As the name implies, the AY.4.2 subvariant doesn’t diverge far from the original delta. Which makes it one of several subvariants that have also been tagged “delta plus.” It’s thought to be between 10% and 15% more transmissible than “standard” delta, though it’s not clear why. Delta’s big edge over other variants appears to be simply that it produces far more virus in the respiratory tract where it can easily be spread. AY.4.2 could be doing the same thing, only moreso.
Right now, the U.K. is the only country known to have a significant level of AY.4.2, with the subvariant accounting for about 10% of confirmed cases. Researchers warn that the “more contagious than delta” description could turn out to be false. When looking at just one country, and just a fraction of that country, other factors may have driven AY.4.2 to temporary prominence. After all, lambda and mu seemed to be growing at one point before being lost in the delta sea. It will take time to see if AY.4.2 really is “delta+.”
However, even if the new subvariant is as contagious as researchers believe, that’s not enough of an improvement over delta to account for the way U.K. cases continue to rise. A 10% or even 15% increase also isn’t enough to change the projection for the U.S., should that variant spread outside the U.K. The delta variant was more like two times as contagious as the alpha variant, which was itself about twice as contagious as the original “wild type.” It’s not A.Y.4.2 that’s keeping counts up in the U.K., and it shouldn’t cause lost sleep in the U.S.

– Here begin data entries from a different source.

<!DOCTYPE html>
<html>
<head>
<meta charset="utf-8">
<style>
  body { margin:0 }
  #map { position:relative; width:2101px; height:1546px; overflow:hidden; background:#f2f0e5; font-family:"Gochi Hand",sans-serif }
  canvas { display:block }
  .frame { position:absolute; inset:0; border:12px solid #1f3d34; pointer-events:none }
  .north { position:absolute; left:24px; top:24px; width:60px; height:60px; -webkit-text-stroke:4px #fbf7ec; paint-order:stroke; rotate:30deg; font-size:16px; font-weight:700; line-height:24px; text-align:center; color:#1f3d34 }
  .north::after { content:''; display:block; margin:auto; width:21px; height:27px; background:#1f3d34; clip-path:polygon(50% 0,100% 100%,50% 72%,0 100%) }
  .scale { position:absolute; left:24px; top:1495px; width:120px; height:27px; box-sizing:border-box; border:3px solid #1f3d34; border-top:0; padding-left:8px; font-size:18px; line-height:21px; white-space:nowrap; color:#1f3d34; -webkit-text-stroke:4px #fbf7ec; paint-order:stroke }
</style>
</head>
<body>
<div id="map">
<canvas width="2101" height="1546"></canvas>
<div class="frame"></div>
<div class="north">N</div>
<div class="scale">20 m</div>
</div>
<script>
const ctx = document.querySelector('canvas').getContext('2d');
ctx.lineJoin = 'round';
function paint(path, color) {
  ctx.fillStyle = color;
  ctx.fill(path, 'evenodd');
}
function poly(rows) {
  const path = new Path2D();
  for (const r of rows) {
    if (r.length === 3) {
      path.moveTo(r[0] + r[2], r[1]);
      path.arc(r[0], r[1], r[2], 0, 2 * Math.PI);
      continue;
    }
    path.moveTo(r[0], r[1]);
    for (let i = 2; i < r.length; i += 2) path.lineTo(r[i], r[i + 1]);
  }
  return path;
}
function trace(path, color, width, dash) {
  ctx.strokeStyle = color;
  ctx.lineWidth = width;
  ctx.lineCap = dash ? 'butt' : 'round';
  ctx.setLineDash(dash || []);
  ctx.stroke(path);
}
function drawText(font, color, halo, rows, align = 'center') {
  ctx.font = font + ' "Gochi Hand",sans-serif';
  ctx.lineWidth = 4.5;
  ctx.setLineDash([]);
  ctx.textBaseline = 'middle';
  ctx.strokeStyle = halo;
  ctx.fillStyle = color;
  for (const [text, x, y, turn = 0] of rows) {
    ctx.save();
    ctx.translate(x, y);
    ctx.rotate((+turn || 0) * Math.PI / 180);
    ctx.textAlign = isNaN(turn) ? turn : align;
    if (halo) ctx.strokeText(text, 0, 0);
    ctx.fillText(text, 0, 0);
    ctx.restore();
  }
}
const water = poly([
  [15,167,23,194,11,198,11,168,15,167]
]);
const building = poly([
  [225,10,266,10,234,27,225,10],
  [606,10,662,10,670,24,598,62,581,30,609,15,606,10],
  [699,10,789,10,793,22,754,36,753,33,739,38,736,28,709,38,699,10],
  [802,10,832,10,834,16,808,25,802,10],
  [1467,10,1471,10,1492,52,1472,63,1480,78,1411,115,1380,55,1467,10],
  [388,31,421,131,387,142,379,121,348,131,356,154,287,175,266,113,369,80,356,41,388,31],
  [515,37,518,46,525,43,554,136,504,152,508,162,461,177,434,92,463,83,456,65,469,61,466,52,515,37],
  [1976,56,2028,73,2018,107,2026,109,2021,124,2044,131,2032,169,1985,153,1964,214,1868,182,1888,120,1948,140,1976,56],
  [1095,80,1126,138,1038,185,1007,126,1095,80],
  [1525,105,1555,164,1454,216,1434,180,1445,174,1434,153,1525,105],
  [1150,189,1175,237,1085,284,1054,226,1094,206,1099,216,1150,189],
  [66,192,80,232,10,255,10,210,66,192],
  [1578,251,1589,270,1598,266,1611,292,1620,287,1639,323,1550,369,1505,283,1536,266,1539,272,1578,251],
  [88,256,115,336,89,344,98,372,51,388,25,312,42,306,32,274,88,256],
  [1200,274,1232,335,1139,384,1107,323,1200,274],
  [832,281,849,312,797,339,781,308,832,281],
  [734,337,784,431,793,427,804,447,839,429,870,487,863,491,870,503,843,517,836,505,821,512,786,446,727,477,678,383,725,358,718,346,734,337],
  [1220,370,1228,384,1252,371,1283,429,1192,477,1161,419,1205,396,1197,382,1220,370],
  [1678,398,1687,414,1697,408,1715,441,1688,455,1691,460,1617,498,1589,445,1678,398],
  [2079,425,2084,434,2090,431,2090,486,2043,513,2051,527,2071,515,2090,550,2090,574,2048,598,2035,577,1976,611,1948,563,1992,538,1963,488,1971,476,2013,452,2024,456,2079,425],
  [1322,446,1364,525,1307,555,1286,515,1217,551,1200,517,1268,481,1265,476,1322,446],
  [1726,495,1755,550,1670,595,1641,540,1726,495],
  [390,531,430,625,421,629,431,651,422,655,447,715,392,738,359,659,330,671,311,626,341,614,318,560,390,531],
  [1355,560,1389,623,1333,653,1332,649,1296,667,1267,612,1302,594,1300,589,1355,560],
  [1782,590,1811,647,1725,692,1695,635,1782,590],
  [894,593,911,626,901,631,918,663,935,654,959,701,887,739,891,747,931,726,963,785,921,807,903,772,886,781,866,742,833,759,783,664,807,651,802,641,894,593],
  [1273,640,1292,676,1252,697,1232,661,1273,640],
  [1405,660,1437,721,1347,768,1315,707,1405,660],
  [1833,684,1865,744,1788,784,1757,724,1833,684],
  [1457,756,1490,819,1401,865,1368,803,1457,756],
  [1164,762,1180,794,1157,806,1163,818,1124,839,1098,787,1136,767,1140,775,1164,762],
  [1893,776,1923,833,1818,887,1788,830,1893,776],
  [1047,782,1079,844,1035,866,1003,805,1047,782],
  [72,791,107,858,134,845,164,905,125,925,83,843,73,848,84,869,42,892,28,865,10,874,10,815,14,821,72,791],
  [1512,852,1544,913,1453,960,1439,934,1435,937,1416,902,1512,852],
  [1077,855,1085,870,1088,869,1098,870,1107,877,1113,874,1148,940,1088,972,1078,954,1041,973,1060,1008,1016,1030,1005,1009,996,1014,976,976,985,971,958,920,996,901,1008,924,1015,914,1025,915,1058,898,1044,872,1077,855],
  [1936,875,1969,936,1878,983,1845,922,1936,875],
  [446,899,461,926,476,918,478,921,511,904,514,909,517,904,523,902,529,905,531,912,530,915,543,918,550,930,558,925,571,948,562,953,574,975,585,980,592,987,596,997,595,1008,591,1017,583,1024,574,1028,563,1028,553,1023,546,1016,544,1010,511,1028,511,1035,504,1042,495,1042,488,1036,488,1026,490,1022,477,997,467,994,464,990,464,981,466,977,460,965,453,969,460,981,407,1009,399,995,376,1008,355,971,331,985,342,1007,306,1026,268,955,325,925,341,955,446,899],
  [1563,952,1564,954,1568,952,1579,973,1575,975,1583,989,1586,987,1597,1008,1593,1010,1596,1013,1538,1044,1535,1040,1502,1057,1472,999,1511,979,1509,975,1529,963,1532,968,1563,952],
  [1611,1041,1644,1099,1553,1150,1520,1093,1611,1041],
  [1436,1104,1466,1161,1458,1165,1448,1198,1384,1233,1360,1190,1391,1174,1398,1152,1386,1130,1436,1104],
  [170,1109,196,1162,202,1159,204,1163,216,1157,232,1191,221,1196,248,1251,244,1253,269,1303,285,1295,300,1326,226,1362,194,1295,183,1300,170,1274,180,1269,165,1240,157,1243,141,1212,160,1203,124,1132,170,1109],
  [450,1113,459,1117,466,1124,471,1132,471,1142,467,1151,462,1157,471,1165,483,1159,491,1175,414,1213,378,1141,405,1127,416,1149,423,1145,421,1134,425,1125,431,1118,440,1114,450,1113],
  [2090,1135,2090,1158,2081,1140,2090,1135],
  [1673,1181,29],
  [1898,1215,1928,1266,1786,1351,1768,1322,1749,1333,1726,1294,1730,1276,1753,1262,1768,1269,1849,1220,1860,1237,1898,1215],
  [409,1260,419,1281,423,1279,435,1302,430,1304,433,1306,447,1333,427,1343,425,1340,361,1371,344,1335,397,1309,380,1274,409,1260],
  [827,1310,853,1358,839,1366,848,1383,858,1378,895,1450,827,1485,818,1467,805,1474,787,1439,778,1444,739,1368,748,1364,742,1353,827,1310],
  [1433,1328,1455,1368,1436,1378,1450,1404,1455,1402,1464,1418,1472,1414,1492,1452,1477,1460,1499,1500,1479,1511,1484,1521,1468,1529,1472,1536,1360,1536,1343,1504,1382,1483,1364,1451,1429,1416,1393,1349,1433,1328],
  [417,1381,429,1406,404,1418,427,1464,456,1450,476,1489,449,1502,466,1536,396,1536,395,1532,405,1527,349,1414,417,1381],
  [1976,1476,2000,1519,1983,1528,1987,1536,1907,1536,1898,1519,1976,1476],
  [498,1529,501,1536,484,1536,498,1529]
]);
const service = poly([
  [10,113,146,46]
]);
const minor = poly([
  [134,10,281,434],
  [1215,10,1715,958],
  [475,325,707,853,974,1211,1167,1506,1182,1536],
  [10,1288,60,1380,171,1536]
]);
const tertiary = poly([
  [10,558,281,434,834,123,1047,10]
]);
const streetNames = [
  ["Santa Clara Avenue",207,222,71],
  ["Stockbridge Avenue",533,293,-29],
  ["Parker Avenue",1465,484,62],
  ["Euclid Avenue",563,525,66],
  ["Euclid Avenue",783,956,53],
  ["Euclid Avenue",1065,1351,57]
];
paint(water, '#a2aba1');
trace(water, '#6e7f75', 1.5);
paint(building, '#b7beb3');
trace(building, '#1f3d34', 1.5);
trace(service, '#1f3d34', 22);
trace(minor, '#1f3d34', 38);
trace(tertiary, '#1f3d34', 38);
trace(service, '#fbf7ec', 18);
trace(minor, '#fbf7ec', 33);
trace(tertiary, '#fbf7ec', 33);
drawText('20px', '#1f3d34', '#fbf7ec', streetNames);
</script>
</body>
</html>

The answer there isn’t any change in the virus. It’s a change in the people.
Coronavirus is more prevalent in Britain mainly because of reduced emphasis on measures such as mask-wearing, social distancing, ventilation, and working from home …
It’s that last part that should be a concern to everyone. Genuinely ending the pandemic is going to require persistent use of masking and social distancing measures, in addition to expanded use of vaccination. Letting down our guard is a bigger threat than any new variant.